SIOUX FALLS, S.D. – Scours and sick calves are an unfortunately common ailment on dairy farms. This is a problem that can be easily remedied through management of feeding practices.
    Dr. R. M. Thornsberry, DVM presented research on ensuring cows get off to a healthy start March 28 at the Central Plains Dairy Expo in Sioux Falls, S.D.
    Thornsberry spoke about calf nutrition, energy, the calf’s unique anatomy and the affects of poor versus proper nutrition during his seminar, “Importance of Energy and Osmolality For Reducing Scores and Sick Calves”.
    “Nutritionists look at energy in a pretty complicated manner,” Thornsberry said. “Today, I want you to remember fat has 2.25 times more energy per given weight than sugar does.”
    Sugar is quick energy, but not sustaining. If a calf needs quick energy, glucose and lactose are a good solution, but to sustain energy in a young calf, fat is necessary. While protein has some energy value, it should not be used it for that.
    The amount of energy in a calf depends on what they eat. Of what they eat, not everything gets digested, and of what is digested, not everything is metabolized. An accurate analysis of feed energy is the net energy of metabolized feed.
    This is similar to how a lactating cow’s diet is analyzed. Nutritionists often look at the amount of feed consumed, and how much of the feed can be used as energy to make milk. The model translates to calves, but in the sense of putting on weight rather than making milk.
    Carbohydrates serve as a quick source of energy, fats are a sustaining energy and protein should never be used for energy.
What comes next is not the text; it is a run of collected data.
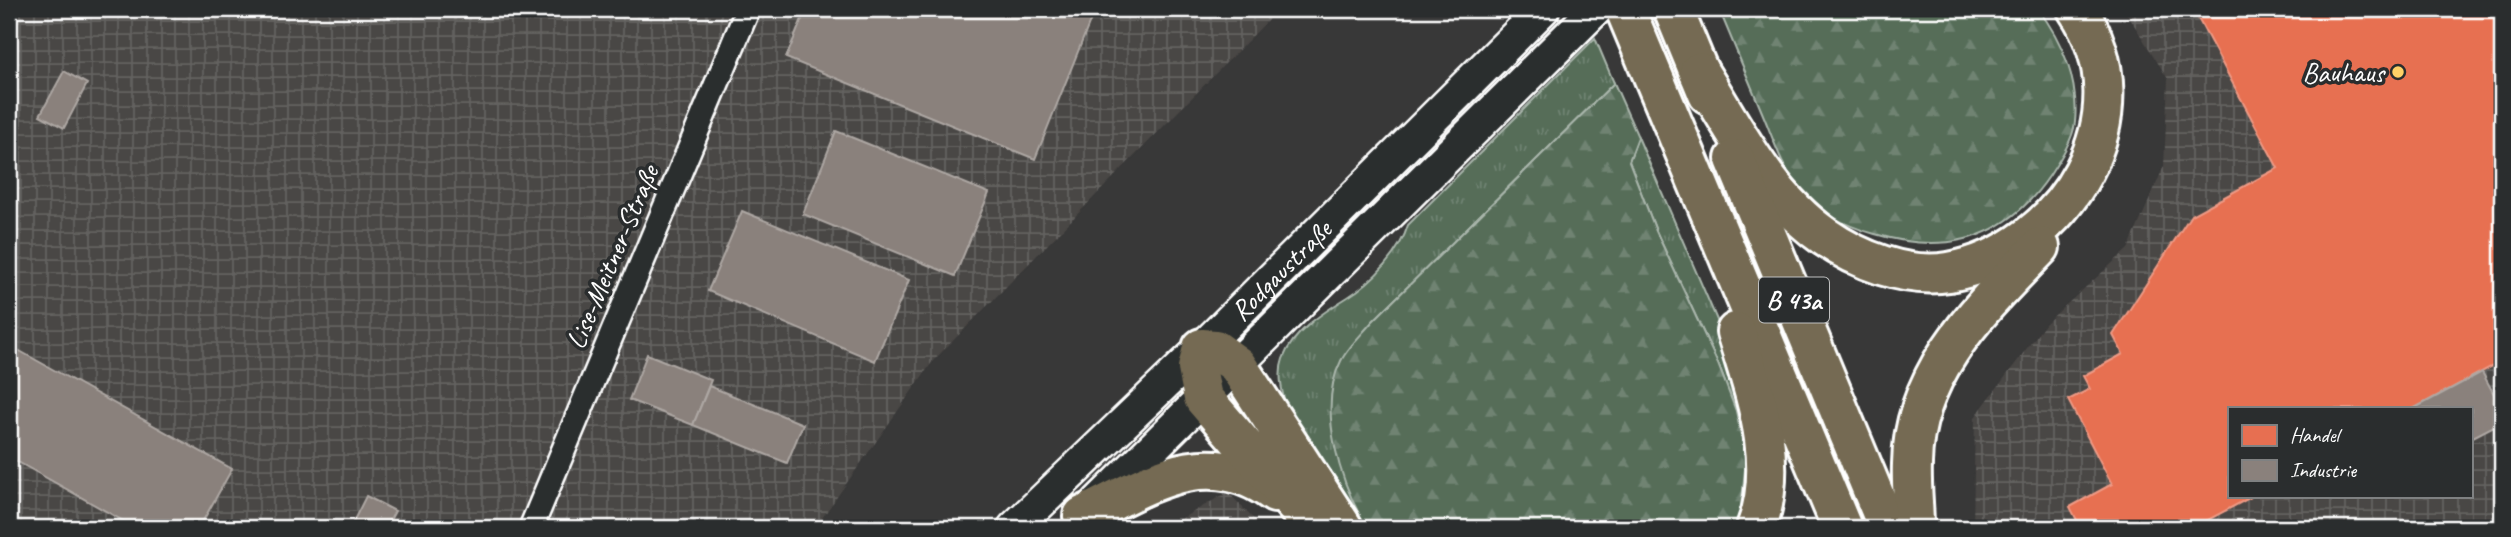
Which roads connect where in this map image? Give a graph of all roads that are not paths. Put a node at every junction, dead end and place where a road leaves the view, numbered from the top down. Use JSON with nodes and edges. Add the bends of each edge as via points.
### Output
{"nodes":[{"id":1,"x":748,"y":9,"type":"edge"},
{"id":2,"x":1543,"y":9,"type":"edge"},
{"id":3,"x":1596,"y":9,"type":"edge"},
{"id":4,"x":1625,"y":9,"type":"edge"},
{"id":5,"x":1673,"y":9,"type":"edge"},
{"id":6,"x":2077,"y":9,"type":"edge"},
{"id":7,"x":2092,"y":9,"type":"edge"},
{"id":8,"x":1699,"y":72,"type":"junction"},
{"id":9,"x":1666,"y":106,"type":"junction"},
{"id":10,"x":1202,"y":348,"type":"junction"},
{"id":11,"x":1237,"y":365,"type":"junction"},
{"id":12,"x":1203,"y":398,"type":"junction"},
{"id":13,"x":1308,"y":521,"type":"edge"},
{"id":14,"x":1078,"y":522,"type":"edge"},
{"id":15,"x":531,"y":528,"type":"edge"},
{"id":16,"x":1014,"y":528,"type":"edge"},
{"id":17,"x":1343,"y":528,"type":"edge"},
{"id":18,"x":1756,"y":528,"type":"edge"},
{"id":19,"x":1842,"y":528,"type":"edge"},
{"id":20,"x":1888,"y":528,"type":"edge"},
{"id":21,"x":1914,"y":528,"type":"edge"}],
"edges":[{"from":1,"to":15,"type":"street","name":"Lise-Meitner-Straße"},
{"from":2,"to":10,"type":"main road","name":"Rodgaustraße"},
{"from":3,"to":11,"type":"main road","name":"Rodgaustraße"},
{"from":4,"to":9,"type":"highway","number":"B 43a"},
{"from":5,"to":8,"type":"highway","number":"B 43a"},
{"from":6,"to":8,"type":"highway","via":[[2098,49],[2104,75],[2101,126],[2086,170],[2060,208],[2023,241],[1982,264],[1947,272],[1882,265],[1821,234],[1764,176]]},
{"from":7,"to":21,"type":"highway","via":[[2107,40],[2115,80],[2115,107],[2103,159],[2077,207],[1972,317],[1939,367],[1915,439]]},
{"from":8,"to":20,"type":"highway","number":"B 43a"},
{"from":9,"to":18,"type":"highway","via":[[1758,405],[1767,484]]},
{"from":9,"to":19,"type":"highway","number":"B 43a"},
{"from":10,"to":11,"type":"highway","via":[[1215,349]]},
{"from":10,"to":12,"type":"highway","via":[[1197,368]]},
{"from":10,"to":16,"type":"main road","name":"Rodgaustraße"},
{"from":11,"to":12,"type":"main road","name":"Rodgaustraße"},
{"from":11,"to":17,"type":"highway"},
{"from":12,"to":13,"type":"highway"},
{"from":12,"to":14,"type":"main road","name":"Rodgaustraße"},
{"from":13,"to":14,"type":"highway","via":[[1263,484],[1227,469],[1204,468],[1157,480]]}]}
    “We want to balance out protein in these diets for good growth and good gain, but not for energy,” Thornsberry said. “Excess protein in the diet is seen a lot today. We tend to think, ‘If 18% protein is good, 24% must be better.’”
    This is not the case, and excess protein in a calf’s diet will cause diarrhea, which is why the fat in the diet is so important for sustenance.  
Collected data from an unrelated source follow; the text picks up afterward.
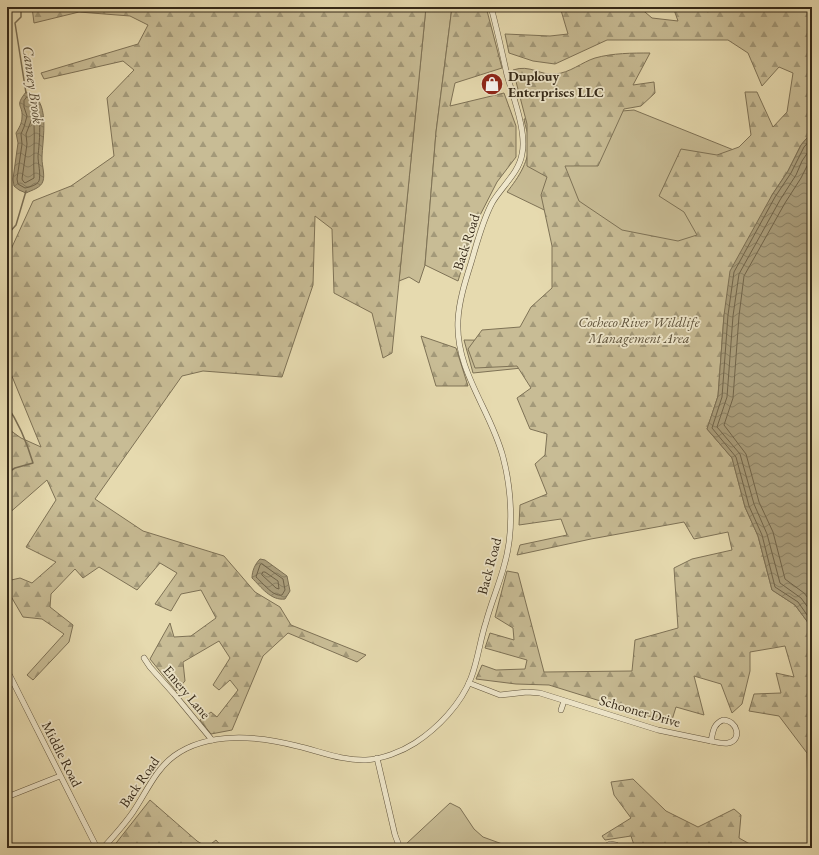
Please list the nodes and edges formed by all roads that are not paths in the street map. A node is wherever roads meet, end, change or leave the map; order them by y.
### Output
1 (490, 7) edge
2 (144, 658) dead end
3 (7, 670) edge
4 (469, 683) junction
5 (564, 701) junction
6 (561, 710) dead end
7 (212, 740) junction
8 (711, 741) junction
9 (377, 758) junction
10 (60, 776) junction
11 (7, 797) edge
12 (97, 848) edge
13 (103, 848) edge
14 (400, 848) edge
15 (603, 848) edge
16 (619, 848) edge

1 - 4 street, Back Road
2 - 7 street, Emery Lane
3 - 10 street, Middle Road
4 - 5 street, Schooner Drive
4 - 9 street, Back Road
5 - 6 street
5 - 8 street, Schooner Drive
7 - 9 street, Back Road
7 - 13 street, Back Road
8 - 8 street, Schooner Drive
9 - 14 street
10 - 11 street
10 - 12 street, Middle Road
15 - 16 street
    “A Holstein calf is born with enough fat in his body to live for 48 hours,” Thornsberry said. “This is why it’s so significant for the calf to get colostrum immediately; for not only the transference of antibodies, but also for the high fat content the calf needs to stay alive.”
    In a newborn calf, the rumen is the size of a clenched fist. For a weaned calf eating starter feed, the maximum their rumen will be is the size of a soccer ball, which is why it is important not to feed hay to these young animals.
    The calf is not yet a ruminant animal and cannot use the hay in their diet.
    “A calf may munch on their bedding to add fiber to their diet, but he cannot live off hay,” Thornsberry said. “Even nice, dairy hay like alfalfa will go straight through them. The protein concentration is too high at 24%.”  
    Understanding the esophageal or reticular groove is key to understanding the function of the calf’s stomachs. After feed is swallowed, it moves down the esophagus toward the stomach. Since the esophagus joins the stomach in the area of the rumen and reticulum, ingested feed first enters this section of the stomach.
    However, prior to weaning, milk and milk replacer take a different route to the stomach. A combination of factors such as suckling, the presence of milk proteins and anticipation result in neural responses that cause muscular folds in the reticulorumen to form a groove that extends from the esophagus to the abomasum.
    The esophageal groove allows milk and milk replacer to bypass the rumen, reticulum and omasum and to flow directly into the abomasum.
    “If we tube feed a calf, we bypass all those nerves and everything we feed the calf goes straight into the rumen,” Thornsberry said. “If we bucket feed a calf, the calf will drink the milk faster than she can swallow it and when it gets to the U tube, it’ll try to get through in great volume and push it open a little bit, resulting in overflow in the rumen.”
    According to Thornsberry, this is why most veterinarians suggest bottle-feeding for a few weeks until the calf’s physiology is mature enough to regulate the intake of milk. Milk should never sit in the rumen, he said.
    If milk gets into the rumen, rumen bacteria try to break down the sugars and turn it into D-lactic acid. This acid is absorbed in the blood stream and signals the brain to shut off of the suckling reflex.
    “The farmer will think the calf won’t drink and will tube feed the calf, which just causes more spillage into the rumen, producing more acid and we’re stuck in a cycle,” Thornsberry said.
    Tubing colostrum is different; because when it is administered, the calf is a newborn with a sterile rumen. A short time later, the rumen is full of bacteria from licking themselves, their mother and the ground, making it unsafe to tube feed.
    Another aspect of a calf’s anatomy is a valve in the back of the neck, to prevent inhaling food or drink.
    “The natural suckling of a calf is with its head down, below the level of its eyes,” Thornsberry said. “Calves that are forced to drink from too high can get milk into their lungs and develop pneumonia.”
    Understanding the proper functions of a calf’s anatomy can help farmers produce a healthier herd and, in turn, healthier productions down the road. Better analysis of energy and how the calf can use said energy; farmers can grow a healthy population into the future. The future of the industry begins with calves.